York Wagon Works was a railway freight wagon works built in York, England, by the North Eastern Railway in 1867. Wagon manufacturing ceased on the site in the 1960s.

As of 2011 the works was used as a maintenance facility by Freightliner (UK).

==History==
The original railway works in York, the Queen Street Works, York had been established in 1842, and carried out locomotive, carriage and wagon work. The wagon works was a separate building in the north-east of the site, near Queen Street. The building was extended westward in 1864, to give a production capacity of 100 wagons per week.

In 1867 a separate wagon works was opened, north of North junction on the westward main rail line for the north.
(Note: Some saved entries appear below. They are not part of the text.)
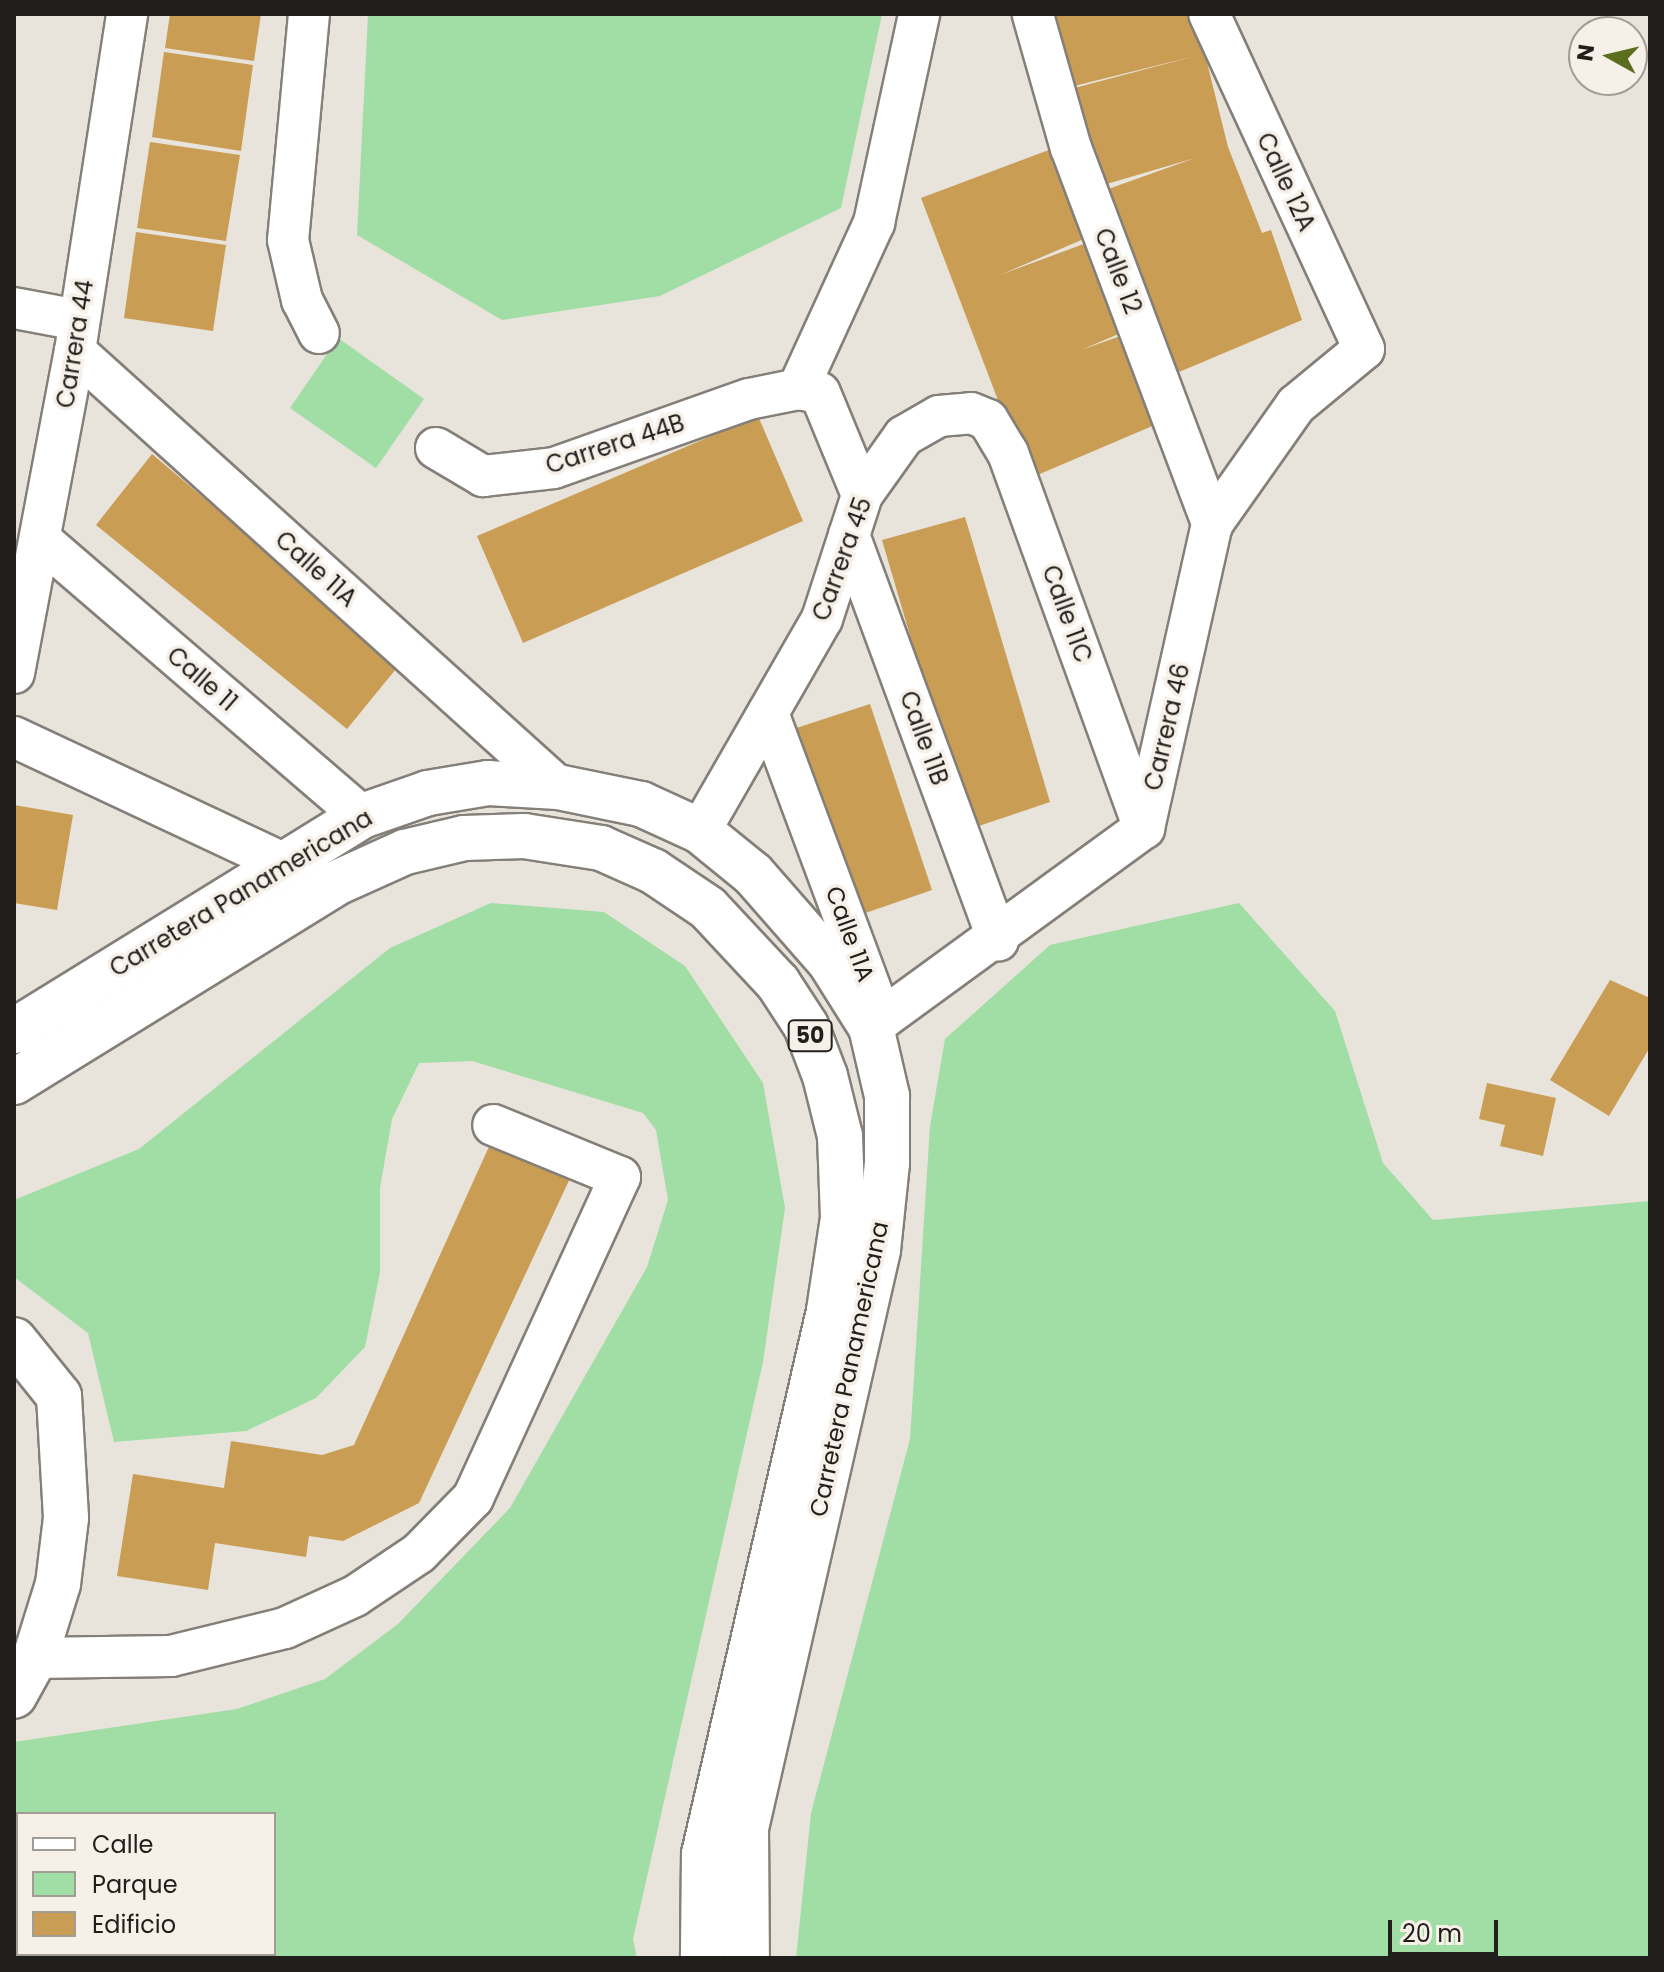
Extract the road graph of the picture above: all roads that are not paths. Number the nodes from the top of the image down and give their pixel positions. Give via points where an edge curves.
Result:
1 (127, 14) edge
2 (309, 14) edge
3 (919, 14) edge
4 (1209, 14) edge
5 (1033, 15) edge
6 (14, 308) edge
7 (319, 333) dead end
8 (77, 336) junction
9 (1364, 349) joint
10 (798, 389) junction
11 (971, 413) joint
12 (436, 448) dead end
13 (862, 495) junction
14 (1212, 524) junction
15 (849, 535) junction
16 (42, 541) junction
17 (14, 673) edge
18 (768, 713) junction
19 (14, 737) edge
20 (558, 787) junction
21 (362, 816) junction
22 (1144, 828) junction
23 (700, 831) junction
24 (283, 863) junction
25 (998, 940) junction
26 (877, 1023) junction
27 (14, 1031) edge
28 (14, 1082) edge
29 (493, 1125) dead end
30 (14, 1340) edge
31 (35, 1658) junction
32 (14, 1696) edge
33 (703, 1958) edge
34 (747, 1958) edge

1 - 8 street, Carrera 44
2 - 7 street via 288,240 302,300
3 - 10 street via 874,223
4 - 9 street, Calle 12A
5 - 14 street, Calle 12 via 1071,148
6 - 8 street
8 - 16 street, Carrera 44
8 - 20 street, Calle 11A
9 - 14 street, Carrera 46 via 1296,405
10 - 12 street, Carrera 44B via 749,399 554,468 483,476
10 - 13 street via 820,393
11 - 13 street, Carrera 45 via 939,416 904,436
11 - 22 street, Calle 11C via 988,420 1008,453
13 - 15 street, Carrera 45
14 - 22 street, Carrera 46
15 - 18 street, Carrera 45 via 822,619
15 - 25 street, Calle 11B
16 - 17 street, Carrera 44
16 - 21 street, Calle 11
18 - 23 street, Carrera 45
18 - 26 street, Calle 11A
19 - 24 street
20 - 21 main road, Carretera Panamericana / 50 via 488,783 428,793
20 - 23 main road, Carretera Panamericana / 50 via 641,804
21 - 24 main road, Carretera Panamericana / 50
22 - 25 street
23 - 26 main road, Carretera Panamericana / 50 via 799,924
24 - 27 main road, Carretera Panamericana / 50
25 - 26 street
26 - 34 main road, Carretera Panamericana / 50 via 887,1096 878,1250 746,1828
28 - 33 main road, Carretera Panamericana / 50 via 334,884 405,852 464,838 524,836 601,848 653,871 708,908 778,983 806,1026 825,1076 840,1136 843,1218 829,1311 704,1854
29 - 31 street via 620,1177 473,1498 419,1553 355,1596 285,1628 171,1656
30 - 31 main road via 59,1396 66,1518 58,1584
31 - 32 main road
Expansion led to a site of 17 acre with 4.5 acre of buildings.

The London and North Eastern Railway took over operation of the works in 1923 and after that date, new wagon building was concentrated on Faverdale Works (Darlington) and Shildon Works (County Durham), with York concentrating more on repairs.

In 1931 a fire destroyed the work's sawmill. Subsequently a lifting shop was built on the sawmill site.
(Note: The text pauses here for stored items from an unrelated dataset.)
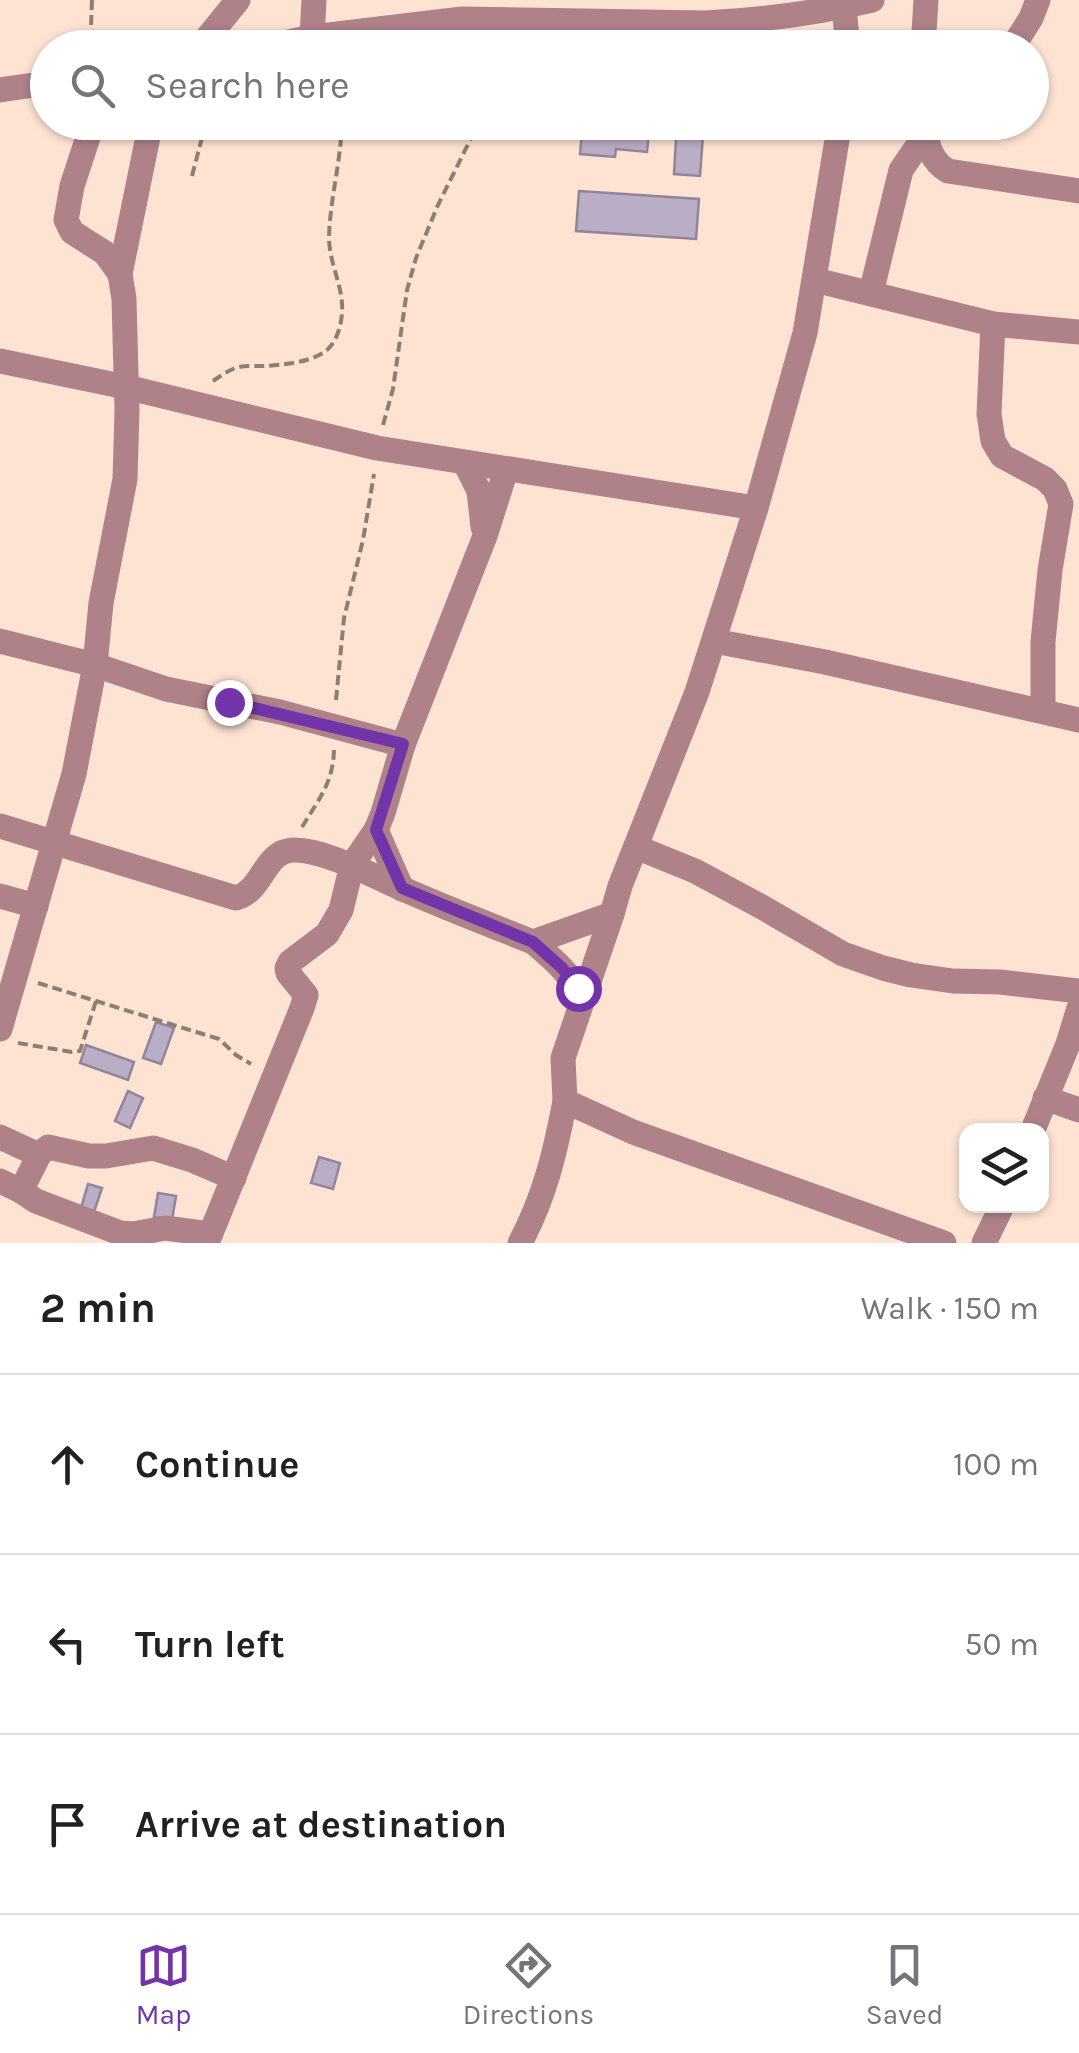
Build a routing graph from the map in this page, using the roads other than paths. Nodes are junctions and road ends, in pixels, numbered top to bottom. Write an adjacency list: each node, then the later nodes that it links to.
1 (238, 0): 8 (street)
2 (314, 0): 9 (street)
3 (872, 0): 6 (street)
4 (926, 0): 12 (street)
5 (1038, 0): 13 (street)
6 (844, 7): 7 (street); 11 (street)
7 (746, 10): 10 (street)
8 (214, 30)
9 (312, 30)
10 (370, 30)
11 (846, 30)
12 (924, 30)
13 (1024, 30)
14 (30, 86): 15 (street)
15 (0, 90)
16 (87, 140): 22 (street)
17 (147, 140): 22 (street)
18 (837, 140): 23 (street)
19 (921, 140): 24 (street)
20 (933, 140): 21 (street)
21 (1079, 191)
22 (120, 274): 28 (street)
23 (814, 280): 24 (street); 31 (street)
24 (871, 294): 25 (street)
25 (992, 324): 26 (street); 36 (street)
26 (1079, 332)
27 (0, 362): 28 (street)
28 (126, 387): 29 (street); 35 (street)
29 (465, 463): 30 (street); 32 (street)
30 (506, 470): 31 (street); 32 (street)
31 (756, 508): 34 (street)
32 (485, 536): 38 (street)
33 (0, 641): 35 (street)
34 (714, 641): 36 (street); 42 (street)
35 (95, 665): 38 (street); 41 (street)
36 (1043, 711): 37 (street)
37 (1079, 720)
38 (403, 744): 40 (street)
39 (0, 826): 41 (street)
40 (376, 830): 43 (street); 44 (street)
41 (55, 844): 43 (street); 46 (street)
42 (636, 847): 47 (street); 49 (street)
43 (352, 865): 44 (street); 60 (street)
44 (402, 888): 48 (street)
45 (0, 896): 46 (street)
46 (36, 906): 52 (street)
47 (612, 914): 48 (street); 50 (street)
48 (533, 942): 50 (street)
49 (1079, 991)
50 (582, 998): 54 (street)
51 (1079, 1008): 53 (street)
52 (6, 1037)
53 (1046, 1098): 55 (street); 56 (street)
54 (565, 1101): 64 (street); 65 (street)
55 (1079, 1110)
56 (1036, 1123)
57 (0, 1137): 58 (street)
58 (39, 1155): 59 (street); 60 (street); 61 (street)
59 (0, 1164)
60 (234, 1178): 63 (street)
61 (11, 1186): 63 (street)
62 (999, 1213): 66 (street)
63 (208, 1238)
64 (520, 1243)
65 (944, 1243)
66 (984, 1243)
After nationalisation into British Railways under the Transport Act 1947 further rationalisation for wagon production took place. Expected future requirement for wagons was also reduced, a 1956 report did not suggest any wagon works closures, but was superseded by another report in 1959, which recommended more closure and rationalisation, including the closure of the York Wagon Works in 1960. After Richard Beeching became chairman of the British Transport Commission (1961) all workshops came under centralised control from regional control, and a new report was commissioned, which recommended a similar pattern of closure as the 1959 report; York Wagon Works was to close in 1963. The works had closed by 1964.

Maintenance and repair of wagons continued at the site; in the 1980s repair of departmental wagons was being undertaken by Trainload Freight.

Between 1997 and 2002 wagon manufacture was undertaken for English Welsh and Scottish Railway by Thrall Europa (Thrall Car Manufacturing Company) at the Holgate Road carriage works, York.

In 2011 Freightliner UK took over the site for use as a rail vehicle maintenance point. Two minor buildings were demolished as part of a construction of an earth bund south of the main works, c. 2011.